Friday, May 05, 2017
Will Trump be called The Uniter?
That may be so in the Health Industry as the Republican forced passage of Trumpcare 2.0 "The Rotteed Zombie Bill" has managed to unite hospitals, doctors and health insurers in their condemnation of one of the worst pieces of shit ever to get through a house of Congress.
It is a rare unifying moment. Hospitals, doctors, health insurers and some consumer groups, with few exceptions, are speaking with one voice and urging significant changes to the Republican health care legislation that passed the House on Thursday.True their unity may be only due to the vision of the loss of millions of now paying customers, but their taking the right course and that is important. When enough people get outraged we can start removing Republicans.
The bill’s impact is wide-ranging, potentially affecting not only the millions who could lose coverage through deep cuts in Medicaid or no longer be able to afford to buy coverage in the state marketplaces. With states allowed to seek waivers from providing certain benefits, employers big and small could scale back what they pay for each year or reimpose lifetime limits on coverage. In particular, small businesses, some of which were strongly opposed to the Affordable Care Act, could be free to drop coverage with no penalty.
The prospect of millions of people unable to afford coverage led to an outcry from the health care industry as well as consumer groups. They found an uncommon ally in some insurers, who rely heavily on Medicaid and Medicare as mainstays of their business and hope the Senate will be more receptive to their concerns.
“The American Health Care Act needs important improvements to better protect low- and moderate-income families who rely on Medicaid or buy their own coverage,” Marilyn B. Tavenner, the chief executive of America’s Health Insurance Plans, the industry’s trade group, said in a strongly worded statement.
Others were even more direct about the effects the bill would have, not only on patients but also on the industry. “To me, this is not a reform,” said Michael J. Dowling, the chief executive of Northwell Health, a large health system in New York. “This is just a debacle.”
Hospitals that serve low-income patients “will just be drowning completely when this happens,” Mr. Dowling said, noting that more people would become uninsured at the same time that government payments to cover their costs were reduced.

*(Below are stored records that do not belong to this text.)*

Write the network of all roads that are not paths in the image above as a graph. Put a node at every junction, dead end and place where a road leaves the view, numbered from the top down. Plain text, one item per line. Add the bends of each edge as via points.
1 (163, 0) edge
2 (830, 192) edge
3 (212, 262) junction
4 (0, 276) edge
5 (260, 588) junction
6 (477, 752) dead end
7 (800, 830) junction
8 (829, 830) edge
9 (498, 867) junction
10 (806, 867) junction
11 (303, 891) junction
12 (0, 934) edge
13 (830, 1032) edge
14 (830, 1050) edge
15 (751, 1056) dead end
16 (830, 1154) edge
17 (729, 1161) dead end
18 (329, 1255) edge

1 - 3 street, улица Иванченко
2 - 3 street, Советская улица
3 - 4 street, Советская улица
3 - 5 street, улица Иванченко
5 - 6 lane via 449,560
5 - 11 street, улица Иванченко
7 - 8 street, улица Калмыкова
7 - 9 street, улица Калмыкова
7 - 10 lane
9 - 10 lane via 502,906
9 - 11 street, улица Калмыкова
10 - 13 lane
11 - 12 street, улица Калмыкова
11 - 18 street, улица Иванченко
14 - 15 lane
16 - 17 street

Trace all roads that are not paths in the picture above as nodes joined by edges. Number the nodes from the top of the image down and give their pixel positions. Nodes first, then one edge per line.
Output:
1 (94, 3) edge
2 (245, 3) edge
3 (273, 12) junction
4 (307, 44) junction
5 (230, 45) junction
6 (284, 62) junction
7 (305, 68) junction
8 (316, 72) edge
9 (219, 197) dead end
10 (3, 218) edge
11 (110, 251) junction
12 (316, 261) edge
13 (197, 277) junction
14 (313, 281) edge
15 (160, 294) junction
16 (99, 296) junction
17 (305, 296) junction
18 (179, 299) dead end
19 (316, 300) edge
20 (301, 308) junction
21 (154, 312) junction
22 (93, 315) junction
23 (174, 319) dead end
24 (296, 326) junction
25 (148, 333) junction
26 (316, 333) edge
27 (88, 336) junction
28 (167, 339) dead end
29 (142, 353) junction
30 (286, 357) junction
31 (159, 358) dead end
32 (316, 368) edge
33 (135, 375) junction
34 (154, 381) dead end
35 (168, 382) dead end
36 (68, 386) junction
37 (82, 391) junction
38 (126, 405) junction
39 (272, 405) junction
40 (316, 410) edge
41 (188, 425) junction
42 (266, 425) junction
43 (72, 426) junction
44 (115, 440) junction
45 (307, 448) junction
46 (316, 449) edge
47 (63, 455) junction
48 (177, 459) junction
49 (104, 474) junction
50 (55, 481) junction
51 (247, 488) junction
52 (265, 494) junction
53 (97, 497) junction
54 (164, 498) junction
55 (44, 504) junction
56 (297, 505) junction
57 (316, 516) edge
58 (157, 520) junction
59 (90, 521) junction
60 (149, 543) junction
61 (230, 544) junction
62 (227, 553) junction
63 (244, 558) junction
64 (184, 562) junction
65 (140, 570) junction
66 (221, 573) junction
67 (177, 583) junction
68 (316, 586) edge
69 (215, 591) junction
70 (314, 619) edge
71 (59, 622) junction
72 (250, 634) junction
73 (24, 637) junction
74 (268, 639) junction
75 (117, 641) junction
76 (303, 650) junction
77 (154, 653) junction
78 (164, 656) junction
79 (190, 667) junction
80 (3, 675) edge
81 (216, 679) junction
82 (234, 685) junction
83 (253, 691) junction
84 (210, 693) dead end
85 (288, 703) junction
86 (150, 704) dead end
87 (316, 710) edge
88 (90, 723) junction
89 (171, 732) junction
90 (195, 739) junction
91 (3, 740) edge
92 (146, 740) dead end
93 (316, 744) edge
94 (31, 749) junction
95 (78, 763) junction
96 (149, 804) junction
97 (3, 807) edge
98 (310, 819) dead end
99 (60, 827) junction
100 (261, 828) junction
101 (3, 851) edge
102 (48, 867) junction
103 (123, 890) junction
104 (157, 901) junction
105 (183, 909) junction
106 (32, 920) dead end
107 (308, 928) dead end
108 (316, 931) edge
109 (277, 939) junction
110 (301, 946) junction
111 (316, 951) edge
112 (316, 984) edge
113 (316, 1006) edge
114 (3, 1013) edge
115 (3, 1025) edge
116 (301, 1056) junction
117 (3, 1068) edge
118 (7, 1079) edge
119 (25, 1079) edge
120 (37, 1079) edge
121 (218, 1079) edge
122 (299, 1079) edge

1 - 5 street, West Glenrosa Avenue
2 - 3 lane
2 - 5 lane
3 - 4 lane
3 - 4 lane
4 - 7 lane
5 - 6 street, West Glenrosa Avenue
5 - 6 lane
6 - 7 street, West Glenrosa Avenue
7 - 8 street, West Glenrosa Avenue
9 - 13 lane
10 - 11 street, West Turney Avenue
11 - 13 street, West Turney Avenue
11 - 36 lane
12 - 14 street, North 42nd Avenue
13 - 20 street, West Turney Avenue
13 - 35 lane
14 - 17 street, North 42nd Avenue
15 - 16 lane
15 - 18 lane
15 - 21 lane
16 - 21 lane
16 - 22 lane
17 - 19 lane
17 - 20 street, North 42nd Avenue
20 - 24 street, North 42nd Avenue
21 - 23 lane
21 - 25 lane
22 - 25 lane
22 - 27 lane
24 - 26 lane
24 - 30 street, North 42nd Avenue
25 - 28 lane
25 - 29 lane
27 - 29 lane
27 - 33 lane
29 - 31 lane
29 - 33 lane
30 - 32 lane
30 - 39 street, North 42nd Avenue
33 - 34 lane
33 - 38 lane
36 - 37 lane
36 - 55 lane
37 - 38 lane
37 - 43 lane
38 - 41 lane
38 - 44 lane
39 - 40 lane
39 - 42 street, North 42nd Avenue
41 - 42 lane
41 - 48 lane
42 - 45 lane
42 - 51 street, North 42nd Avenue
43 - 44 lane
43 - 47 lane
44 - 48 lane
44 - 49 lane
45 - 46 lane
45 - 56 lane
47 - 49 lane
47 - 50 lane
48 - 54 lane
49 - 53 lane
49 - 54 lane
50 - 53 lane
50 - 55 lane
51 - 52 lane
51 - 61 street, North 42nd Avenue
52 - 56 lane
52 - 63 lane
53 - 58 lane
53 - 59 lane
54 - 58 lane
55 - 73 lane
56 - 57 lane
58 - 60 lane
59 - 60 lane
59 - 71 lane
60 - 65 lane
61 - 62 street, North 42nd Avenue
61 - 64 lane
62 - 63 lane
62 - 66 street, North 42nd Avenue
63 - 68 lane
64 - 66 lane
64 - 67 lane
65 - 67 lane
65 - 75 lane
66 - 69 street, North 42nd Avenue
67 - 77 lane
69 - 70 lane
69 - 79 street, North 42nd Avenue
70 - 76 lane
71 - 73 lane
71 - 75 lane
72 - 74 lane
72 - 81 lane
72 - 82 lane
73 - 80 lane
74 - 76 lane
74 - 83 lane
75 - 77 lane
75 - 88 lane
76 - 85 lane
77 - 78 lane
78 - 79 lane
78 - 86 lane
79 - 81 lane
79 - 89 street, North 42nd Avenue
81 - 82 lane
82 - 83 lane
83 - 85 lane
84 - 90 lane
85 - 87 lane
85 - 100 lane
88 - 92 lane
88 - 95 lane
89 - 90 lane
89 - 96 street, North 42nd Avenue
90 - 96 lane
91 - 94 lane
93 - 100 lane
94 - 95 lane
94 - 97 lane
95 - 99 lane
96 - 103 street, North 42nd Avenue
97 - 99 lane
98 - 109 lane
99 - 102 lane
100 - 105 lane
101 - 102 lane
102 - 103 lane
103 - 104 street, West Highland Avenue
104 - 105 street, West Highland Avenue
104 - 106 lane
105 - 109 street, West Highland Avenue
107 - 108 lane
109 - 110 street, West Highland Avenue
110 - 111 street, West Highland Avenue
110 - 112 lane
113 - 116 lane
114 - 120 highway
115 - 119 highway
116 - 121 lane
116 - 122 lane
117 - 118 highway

In contrast to hospital and doctor groups, insurers had largely remained silent about their reservations, perhaps in the hopes of bartering their low profile in exchange for assurances that billions of dollars in subsidies for low-income coverage would continue. The White House and Congress have gone back and forth about their willingness to pay for the subsidies, prompting anxiety among some companies. Several, including Anthem, have threatened to sharply raise their prices or leave markets altogether without the funding.

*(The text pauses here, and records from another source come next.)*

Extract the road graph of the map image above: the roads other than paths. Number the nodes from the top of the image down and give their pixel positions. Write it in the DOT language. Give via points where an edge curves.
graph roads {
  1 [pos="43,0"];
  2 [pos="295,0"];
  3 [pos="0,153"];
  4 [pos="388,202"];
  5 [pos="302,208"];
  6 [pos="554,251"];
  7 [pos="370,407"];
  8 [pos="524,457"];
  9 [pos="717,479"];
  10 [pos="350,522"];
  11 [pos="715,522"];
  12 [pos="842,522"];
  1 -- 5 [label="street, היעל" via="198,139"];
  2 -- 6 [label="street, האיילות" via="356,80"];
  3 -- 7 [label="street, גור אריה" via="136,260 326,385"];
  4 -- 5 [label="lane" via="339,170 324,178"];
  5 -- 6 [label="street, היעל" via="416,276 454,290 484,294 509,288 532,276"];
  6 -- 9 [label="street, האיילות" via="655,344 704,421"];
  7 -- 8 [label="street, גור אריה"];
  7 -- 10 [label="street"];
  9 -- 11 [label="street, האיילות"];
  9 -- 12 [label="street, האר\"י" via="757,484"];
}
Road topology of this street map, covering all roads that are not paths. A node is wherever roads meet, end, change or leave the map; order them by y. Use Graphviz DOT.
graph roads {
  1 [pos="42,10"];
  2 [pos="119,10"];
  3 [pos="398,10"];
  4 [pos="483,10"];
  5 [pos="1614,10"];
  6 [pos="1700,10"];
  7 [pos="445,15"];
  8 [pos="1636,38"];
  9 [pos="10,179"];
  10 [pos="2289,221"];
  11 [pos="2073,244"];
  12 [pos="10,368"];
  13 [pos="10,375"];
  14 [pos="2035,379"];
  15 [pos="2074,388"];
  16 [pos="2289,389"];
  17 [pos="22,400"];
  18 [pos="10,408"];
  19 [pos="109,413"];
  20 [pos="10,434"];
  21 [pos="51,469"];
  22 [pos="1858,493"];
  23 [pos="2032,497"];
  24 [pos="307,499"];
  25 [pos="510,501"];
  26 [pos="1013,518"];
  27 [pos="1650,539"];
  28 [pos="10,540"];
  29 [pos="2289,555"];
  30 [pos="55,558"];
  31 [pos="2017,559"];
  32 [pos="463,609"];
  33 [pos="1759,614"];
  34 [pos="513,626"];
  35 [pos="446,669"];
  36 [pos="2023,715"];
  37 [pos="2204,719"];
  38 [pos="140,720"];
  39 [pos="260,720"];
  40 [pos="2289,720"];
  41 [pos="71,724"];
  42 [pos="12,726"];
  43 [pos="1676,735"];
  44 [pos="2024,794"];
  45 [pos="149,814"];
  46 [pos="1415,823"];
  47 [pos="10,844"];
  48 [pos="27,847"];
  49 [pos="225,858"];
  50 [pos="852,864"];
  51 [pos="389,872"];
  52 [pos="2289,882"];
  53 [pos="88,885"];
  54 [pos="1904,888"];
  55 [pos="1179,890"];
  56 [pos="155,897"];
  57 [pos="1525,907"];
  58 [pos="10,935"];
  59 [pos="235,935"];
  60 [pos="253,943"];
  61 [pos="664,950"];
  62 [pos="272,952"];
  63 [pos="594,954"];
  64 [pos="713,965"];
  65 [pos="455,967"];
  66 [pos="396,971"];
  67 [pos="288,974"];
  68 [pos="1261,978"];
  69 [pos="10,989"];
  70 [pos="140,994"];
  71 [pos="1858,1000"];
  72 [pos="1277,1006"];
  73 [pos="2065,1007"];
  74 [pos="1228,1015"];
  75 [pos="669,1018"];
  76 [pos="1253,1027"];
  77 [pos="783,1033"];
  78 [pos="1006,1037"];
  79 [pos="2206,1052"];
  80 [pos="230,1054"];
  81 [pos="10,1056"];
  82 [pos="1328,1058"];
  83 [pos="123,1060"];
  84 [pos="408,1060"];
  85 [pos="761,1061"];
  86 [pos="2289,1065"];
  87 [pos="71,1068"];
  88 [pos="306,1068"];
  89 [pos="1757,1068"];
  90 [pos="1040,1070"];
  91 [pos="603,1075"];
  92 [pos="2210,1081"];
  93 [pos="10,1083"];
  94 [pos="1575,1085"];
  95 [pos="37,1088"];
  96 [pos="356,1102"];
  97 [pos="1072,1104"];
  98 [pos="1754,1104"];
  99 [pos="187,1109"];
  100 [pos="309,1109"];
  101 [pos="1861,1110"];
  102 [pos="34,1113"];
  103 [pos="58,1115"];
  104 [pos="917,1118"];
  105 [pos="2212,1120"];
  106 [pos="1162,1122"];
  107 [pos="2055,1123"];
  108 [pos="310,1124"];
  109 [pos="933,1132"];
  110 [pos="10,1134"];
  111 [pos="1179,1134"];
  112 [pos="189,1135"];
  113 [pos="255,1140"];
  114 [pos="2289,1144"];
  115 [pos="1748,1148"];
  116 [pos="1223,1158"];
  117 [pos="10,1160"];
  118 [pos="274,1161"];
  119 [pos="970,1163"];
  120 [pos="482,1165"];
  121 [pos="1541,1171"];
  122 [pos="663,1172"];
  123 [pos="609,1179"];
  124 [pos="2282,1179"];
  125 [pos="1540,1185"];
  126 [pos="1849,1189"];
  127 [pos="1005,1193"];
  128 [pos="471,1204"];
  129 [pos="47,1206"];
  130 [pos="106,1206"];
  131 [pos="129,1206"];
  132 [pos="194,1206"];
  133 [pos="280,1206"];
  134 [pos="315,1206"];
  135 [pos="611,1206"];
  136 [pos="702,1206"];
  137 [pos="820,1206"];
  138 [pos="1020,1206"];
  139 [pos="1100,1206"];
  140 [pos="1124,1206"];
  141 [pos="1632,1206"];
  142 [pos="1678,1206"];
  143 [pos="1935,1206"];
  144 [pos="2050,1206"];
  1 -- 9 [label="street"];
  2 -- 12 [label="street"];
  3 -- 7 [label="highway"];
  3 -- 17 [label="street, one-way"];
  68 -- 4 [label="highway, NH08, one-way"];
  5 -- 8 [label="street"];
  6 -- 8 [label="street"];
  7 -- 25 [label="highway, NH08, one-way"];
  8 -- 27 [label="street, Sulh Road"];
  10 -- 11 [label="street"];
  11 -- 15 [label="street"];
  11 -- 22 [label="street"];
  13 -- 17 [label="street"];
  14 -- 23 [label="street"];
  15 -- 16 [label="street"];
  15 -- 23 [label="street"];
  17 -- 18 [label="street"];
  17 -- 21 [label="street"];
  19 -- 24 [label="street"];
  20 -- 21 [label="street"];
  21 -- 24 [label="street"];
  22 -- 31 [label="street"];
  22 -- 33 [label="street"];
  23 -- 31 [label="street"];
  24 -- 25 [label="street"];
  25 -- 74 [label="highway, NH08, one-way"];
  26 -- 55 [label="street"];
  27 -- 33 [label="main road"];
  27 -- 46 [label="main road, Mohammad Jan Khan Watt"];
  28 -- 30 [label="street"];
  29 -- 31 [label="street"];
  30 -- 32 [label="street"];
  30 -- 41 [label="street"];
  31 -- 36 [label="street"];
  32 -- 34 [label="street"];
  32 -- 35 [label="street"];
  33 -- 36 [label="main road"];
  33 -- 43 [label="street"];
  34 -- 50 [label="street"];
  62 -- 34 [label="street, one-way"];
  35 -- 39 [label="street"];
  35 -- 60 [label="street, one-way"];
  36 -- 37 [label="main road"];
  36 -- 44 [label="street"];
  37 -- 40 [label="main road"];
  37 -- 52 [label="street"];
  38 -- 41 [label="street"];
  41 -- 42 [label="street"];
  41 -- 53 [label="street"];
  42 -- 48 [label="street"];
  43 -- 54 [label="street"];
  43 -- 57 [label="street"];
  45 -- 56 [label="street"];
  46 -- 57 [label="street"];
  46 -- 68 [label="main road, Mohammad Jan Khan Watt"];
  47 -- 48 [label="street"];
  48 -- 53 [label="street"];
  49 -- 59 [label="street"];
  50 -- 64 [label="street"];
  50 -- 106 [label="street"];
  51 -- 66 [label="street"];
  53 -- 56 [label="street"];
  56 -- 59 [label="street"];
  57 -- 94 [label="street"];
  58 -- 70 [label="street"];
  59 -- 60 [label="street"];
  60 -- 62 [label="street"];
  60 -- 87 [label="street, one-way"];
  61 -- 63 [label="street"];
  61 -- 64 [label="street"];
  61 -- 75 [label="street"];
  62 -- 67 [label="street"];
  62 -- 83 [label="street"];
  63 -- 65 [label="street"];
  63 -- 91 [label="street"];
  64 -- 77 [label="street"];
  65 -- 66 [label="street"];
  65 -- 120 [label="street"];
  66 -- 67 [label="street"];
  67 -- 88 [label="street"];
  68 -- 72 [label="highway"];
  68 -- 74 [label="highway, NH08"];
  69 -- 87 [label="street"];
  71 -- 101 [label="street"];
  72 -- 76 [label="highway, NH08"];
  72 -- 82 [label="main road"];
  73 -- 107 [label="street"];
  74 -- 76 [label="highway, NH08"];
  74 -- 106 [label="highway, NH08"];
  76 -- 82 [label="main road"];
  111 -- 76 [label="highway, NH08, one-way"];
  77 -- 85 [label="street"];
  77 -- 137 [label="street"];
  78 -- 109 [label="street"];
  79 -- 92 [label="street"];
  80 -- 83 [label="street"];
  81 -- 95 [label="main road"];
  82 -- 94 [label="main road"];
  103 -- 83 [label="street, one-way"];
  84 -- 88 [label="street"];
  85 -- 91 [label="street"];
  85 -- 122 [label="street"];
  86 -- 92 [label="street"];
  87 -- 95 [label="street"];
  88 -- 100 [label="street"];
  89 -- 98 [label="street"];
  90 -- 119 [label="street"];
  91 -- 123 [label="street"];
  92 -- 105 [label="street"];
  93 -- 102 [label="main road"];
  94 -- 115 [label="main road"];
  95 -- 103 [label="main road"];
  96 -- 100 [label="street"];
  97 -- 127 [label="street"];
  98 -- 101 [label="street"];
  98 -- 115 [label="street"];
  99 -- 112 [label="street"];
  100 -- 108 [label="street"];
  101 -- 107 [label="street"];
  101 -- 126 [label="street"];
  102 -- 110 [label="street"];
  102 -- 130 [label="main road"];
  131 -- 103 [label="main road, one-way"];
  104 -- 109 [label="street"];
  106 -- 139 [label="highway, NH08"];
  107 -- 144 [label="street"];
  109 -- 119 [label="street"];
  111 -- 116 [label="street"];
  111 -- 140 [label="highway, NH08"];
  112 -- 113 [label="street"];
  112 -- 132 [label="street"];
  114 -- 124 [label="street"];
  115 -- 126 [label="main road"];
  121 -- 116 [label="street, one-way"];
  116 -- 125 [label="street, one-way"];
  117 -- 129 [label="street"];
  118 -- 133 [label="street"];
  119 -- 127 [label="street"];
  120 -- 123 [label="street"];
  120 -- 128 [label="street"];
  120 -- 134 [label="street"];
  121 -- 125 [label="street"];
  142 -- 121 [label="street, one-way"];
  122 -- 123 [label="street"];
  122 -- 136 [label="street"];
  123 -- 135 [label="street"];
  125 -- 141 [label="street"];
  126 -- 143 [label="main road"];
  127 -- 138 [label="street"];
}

But a few, including Blue Shield of California, came out in opposition to the bill before the vote. “We feel compelled to oppose it,” said Paul Markovich, the company’s chief executive. “It raises the specter that the sickest and neediest among us will be disproportionately hit in losing access.
”But the overriding concern — for insurers, many workers and officials throughout the health care systems in many states — is the broad reductions proposed for Medicaid. Even for insurers that have largely abandoned the individual market, like UnitedHealth Group and Aetna, a substantial portion of their business is providing coverage under Medicaid. The same is true for many local nonprofit plans, said Ceci Connolly, the chief executive of the Alliance of Community Health Plans.